Dear friend, what are you waiting on the Lord for? I have one girlfriend who’s waiting on a baby. Her heart has been waiting on a baby for years…Every month hoping and wishing for a baby. And now she’s painfully awaiting a birth mother’s decision to give her baby up for adoption and at last making my friend a Mother. Oh how she is painfully battling the fear and doubt! She wants to shut down while God is pressing her to trust in Him and His sovereignty and even be excited about the possibility of bringing a baby home soon.
Another girlfriend of mine is waiting on a home. She’s been in a long season of waiting for a job for her husband, and now waiting on a home in order to be with her husband. The road has been long and tainted with obstacles and doors closed at every turn, it’s been painful. She’s wondered where God is. Is He really near like He says that He is?
Our struggles big and small point to the fact that life is broken…something is off. Life is hard sometimes isn’t it? You don’t have bad luck, you’re not cursed, and it’s not a coincidence. Even the most annoying days where you get a flat tire, trip on air, forget an important appointment, and get fussed at by your man, is not a coincidence. What an empty belief that life is hard for no darn reason! Let our strife here on earth lead us to Jesus. Praise Him that we don’t have to power through, or just accept that life sucks sometimes. He is able to stir us to worship when circumstances are hard. He is able to bring us joy when we’re waiting…He IS able to answer our prayers, but if you’re waiting know that it’s not a coincidence. He knows your heart! He has something for you in the waiting. Friends, He transforms us in the waiting if we look to Him. We come out on the other side more joyful, more hopeful, more loving towards others, and most importantly, more trusting of our good God. Oh how He loves us! Press in…humble yourself before the Lord. Remember that the enemy is looking for someone to devour. Put on the full armor of God…link arms with good believing friends, study His word, and pray. And then keep at it. Deep breath…let’s turn from our sinful response to this suffering and turn to Jesus. Even if it means doing so a billion times a day. Run the race with endurance!

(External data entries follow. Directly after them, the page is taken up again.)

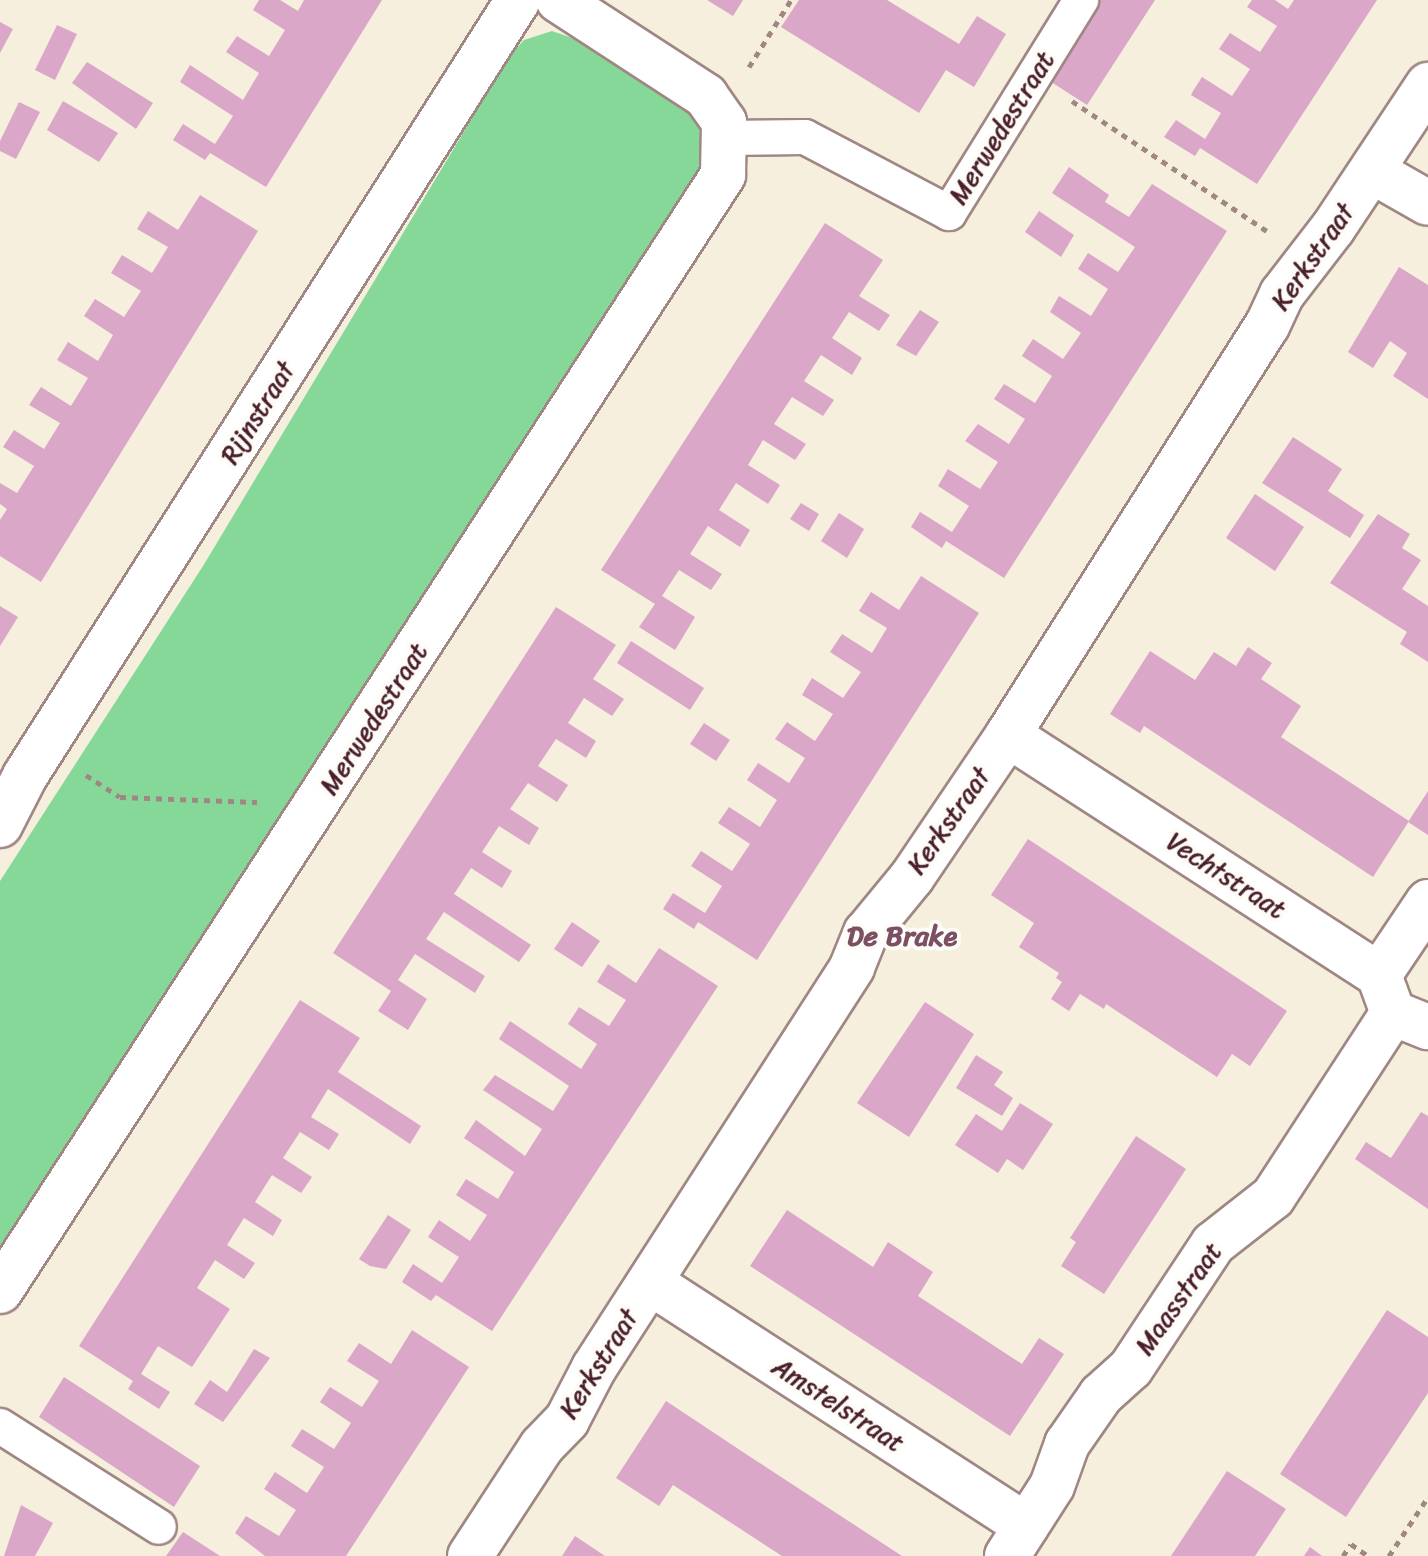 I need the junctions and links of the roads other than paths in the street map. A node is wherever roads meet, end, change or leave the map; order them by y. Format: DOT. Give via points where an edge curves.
graph roads {
  1 [pos="518,0"];
  2 [pos="558,0"];
  3 [pos="1081,0"];
  4 [pos="1428,85"];
  5 [pos="722,123"];
  6 [pos="1372,171"];
  7 [pos="1428,203"];
  8 [pos="1008,735"];
  9 [pos="0,825"];
  10 [pos="1428,902"];
  11 [pos="1400,1005"];
  12 [pos="651,1283"];
  13 [pos="0,1291"];
  14 [pos="0,1426"];
  15 [pos="159,1527"];
  16 [pos="1017,1541"];
  17 [pos="470,1556"];
  1 -- 9 [label="street, Rijnstraat" via="43,748"];
  2 -- 5 [label="street" via="694,86"];
  3 -- 5 [label="lane, Merwedestraat" via="949,213 805,137"];
  4 -- 6 [label="street, Kerkstraat"];
  5 -- 13 [label="street, Merwedestraat" via="725,166 714,192"];
  6 -- 7 [label="street"];
  6 -- 8 [label="street, Kerkstraat" via="1306,258"];
  8 -- 11 [label="street, Vechtstraat"];
  8 -- 12 [label="street, Kerkstraat" via="912,877 866,933 852,967"];
  10 -- 11 [label="street, Maasstraat"];
  11 -- 16 [label="street, Maasstraat" via="1273,1197 1213,1244 1131,1368 1101,1395 1067,1444 1052,1486"];
  12 -- 16 [label="street, Amstelstraat"];
  12 -- 17 [label="street, Kerkstraat" via="594,1368 567,1420 542,1446"];
  14 -- 15 [label="lane"];
} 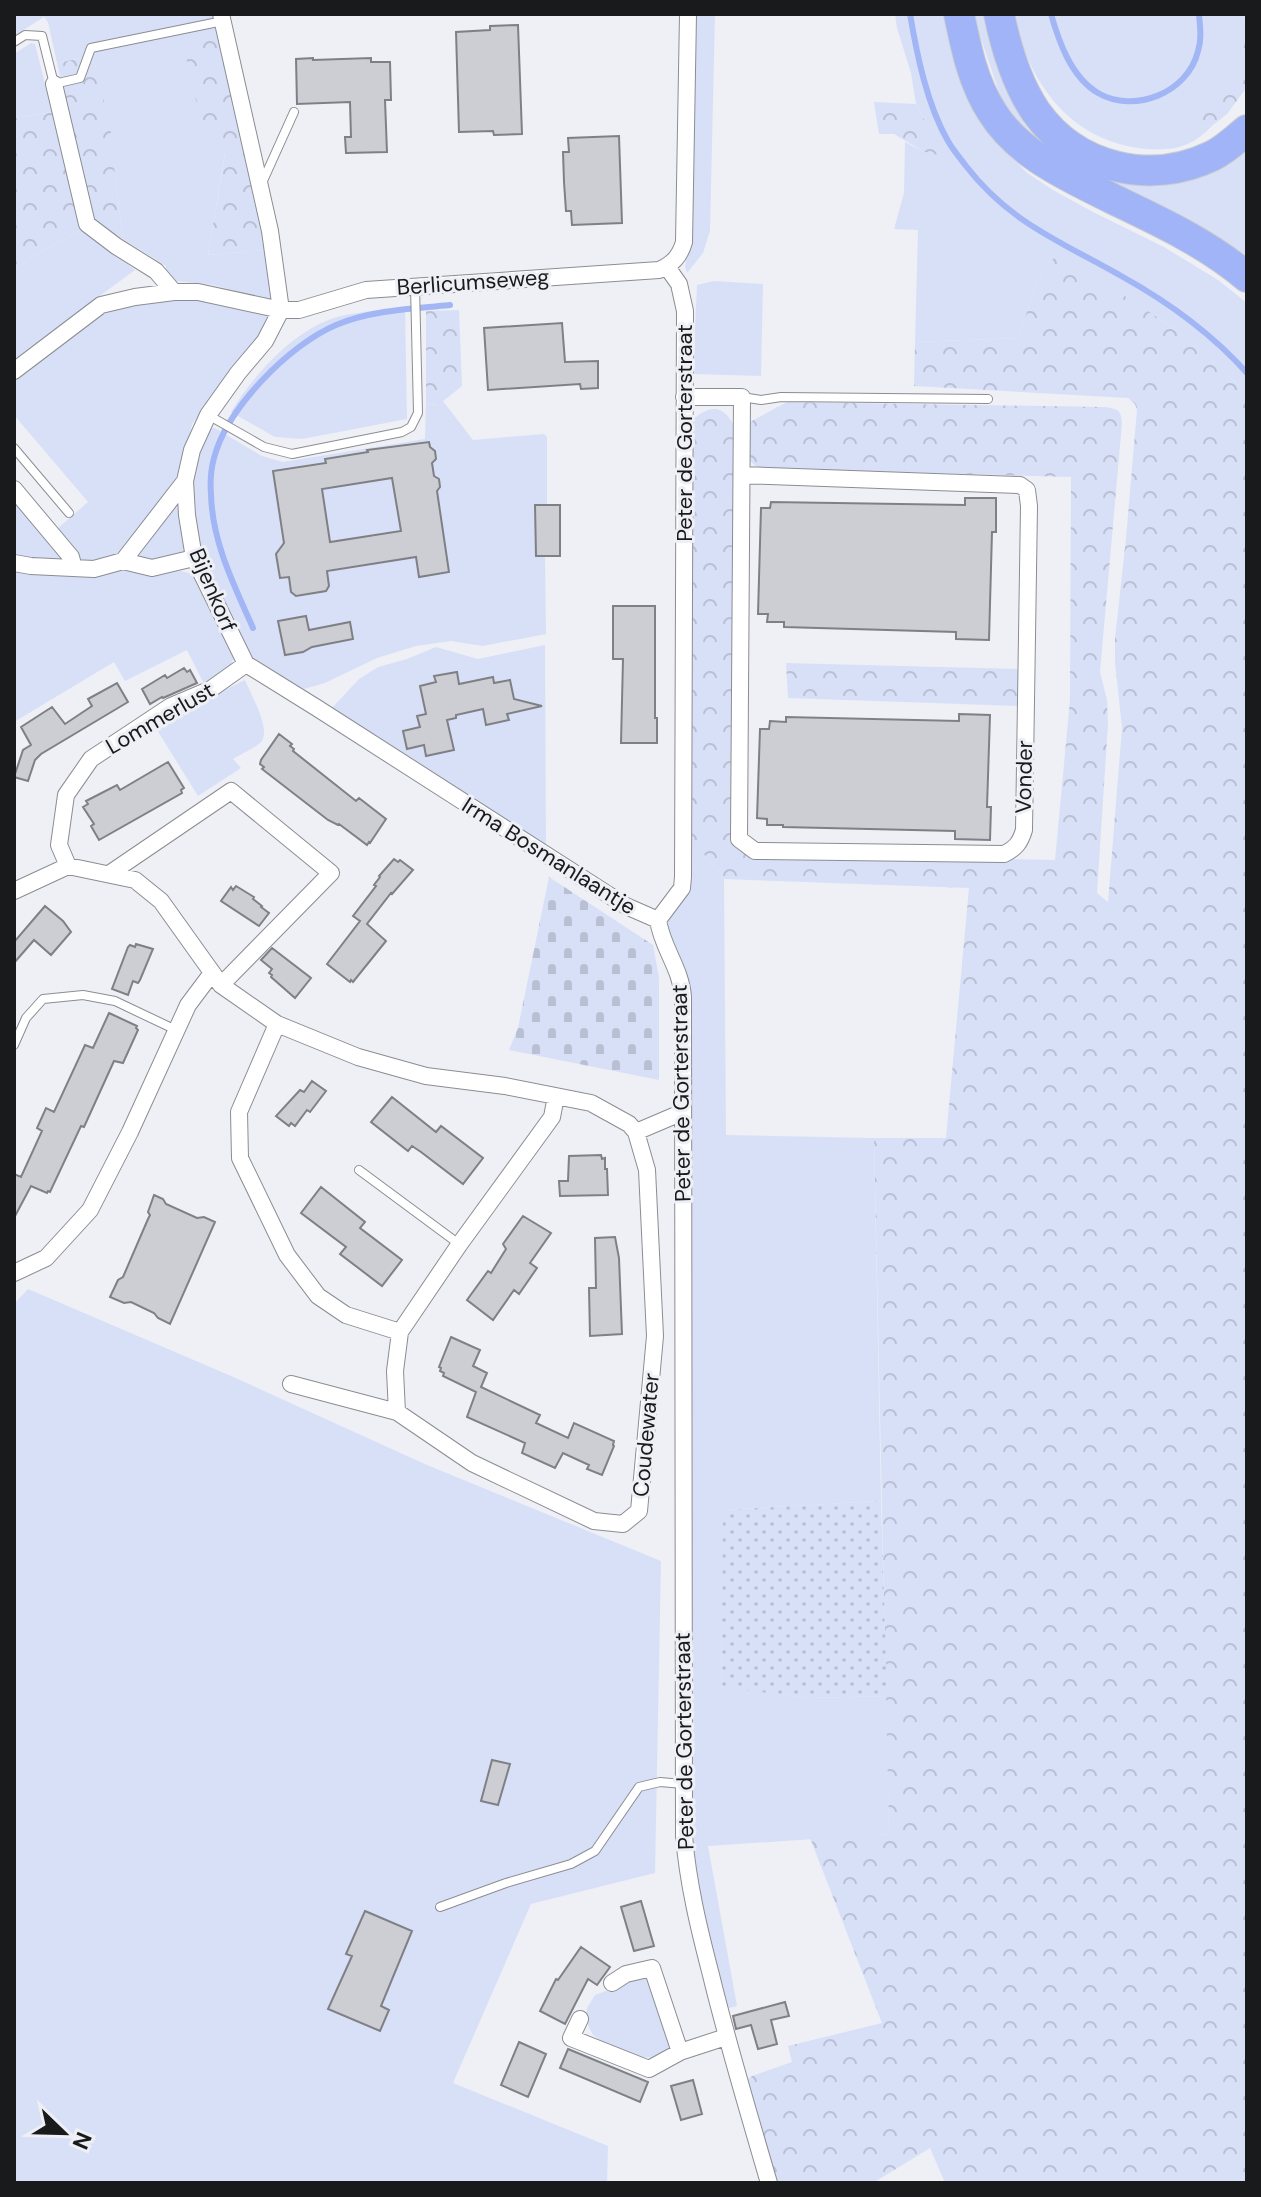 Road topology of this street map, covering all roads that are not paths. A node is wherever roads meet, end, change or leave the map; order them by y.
1 (688, 14) edge
2 (959, 14) edge
3 (999, 14) edge
4 (222, 17) edge
5 (14, 42) edge
6 (54, 84) junction
7 (294, 112) dead end
8 (1247, 130) edge
9 (260, 188) junction
10 (667, 267) junction
11 (1247, 277) edge
12 (416, 291) junction
13 (174, 292) junction
14 (281, 310) junction
15 (14, 371) edge
16 (684, 397) junction
17 (742, 397) junction
18 (988, 399) dead end
19 (213, 418) junction
20 (14, 448) edge
21 (742, 475) junction
22 (185, 481) junction
23 (14, 489) edge
24 (69, 513) dead end
25 (194, 558) junction
26 (123, 561) junction
27 (14, 563) edge
28 (74, 568) junction
29 (246, 664) junction
30 (68, 866) junction
31 (109, 874) junction
32 (14, 891) edge
33 (658, 920) junction
34 (216, 979) junction
35 (277, 1024) junction
36 (176, 1030) junction
37 (14, 1045) edge
38 (556, 1096) junction
39 (683, 1112) junction
40 (636, 1132) junction
41 (359, 1170) dead end
42 (459, 1245) junction
43 (14, 1273) edge
44 (400, 1332) junction
45 (291, 1384) dead end
46 (397, 1412) junction
47 (683, 1784) junction
48 (440, 1907) dead end
49 (612, 1983) dead end
50 (580, 2019) dead end
51 (726, 2037) junction
52 (680, 2052) junction
53 (769, 2183) edge

1 - 10 street
2 - 11 highway
3 - 8 highway
4 - 6 lane
4 - 9 street
5 - 6 lane
6 - 13 street
7 - 9 lane
9 - 14 street
10 - 12 street, Berlicumseweg
10 - 16 street, Peter de Gorterstraat
12 - 14 street, Berlicumseweg
12 - 19 lane
13 - 14 street
13 - 15 street
14 - 19 street, Bijenkorf
16 - 17 street
16 - 33 street, Peter de Gorterstraat
17 - 18 lane
17 - 21 street, Vonder
19 - 22 street, Bijenkorf
20 - 24 lane
21 - 21 street, Vonder
22 - 25 street, Bijenkorf
22 - 26 street
23 - 28 street
25 - 26 street
25 - 29 street, Bijenkorf
26 - 28 street
27 - 28 street
29 - 30 street, Lommerlust
29 - 33 street, Irma Bosmanlaantje
30 - 31 street
30 - 32 street
31 - 34 street
31 - 34 street
33 - 39 street, Peter de Gorterstraat
34 - 35 street
34 - 36 street
35 - 38 street
35 - 44 street
36 - 37 lane
36 - 43 street
38 - 40 street
38 - 42 street
39 - 40 street
39 - 47 street, Peter de Gorterstraat
40 - 46 street, Coudewater
41 - 42 lane
42 - 44 street
44 - 46 street
45 - 46 street, Coudewater
47 - 48 lane
47 - 51 street, Peter de Gorterstraat
49 - 52 street
50 - 52 street
51 - 52 street
51 - 53 street, Peter de Gorterstraat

2 Count it all joy, my brothers, when you meet trials of various kinds,
3 for you know that the testing of your faith produces steadfastness.
4 And let steadfastness have its full effect, that you may be perfect and complete, lacking in nothing.
Better is the end of a thing than its beginning, and the patient in spirit is better than the proud in spirit.
but they who wait for the LORD shall renew their strength; they shall mount up with wings like eagles; they shall run and not be weary; they shall walk and not faint.
For I, the LORD your God, hold your right hand; it is I who say to you, “Fear not, I am the one who helps you.”
11 For I know the plans I have for you, declares the LORD, plans for welfare and not for evil, to give you a future and a hope.
12 Then you will call upon me and come and pray to me, and I will hear you.
13 You will seek me and find me, when you seek me with all your heart.
“Come, let us return to the LORD; for he has torn us, that he may heal us; he has struck us down, and he will bind us up.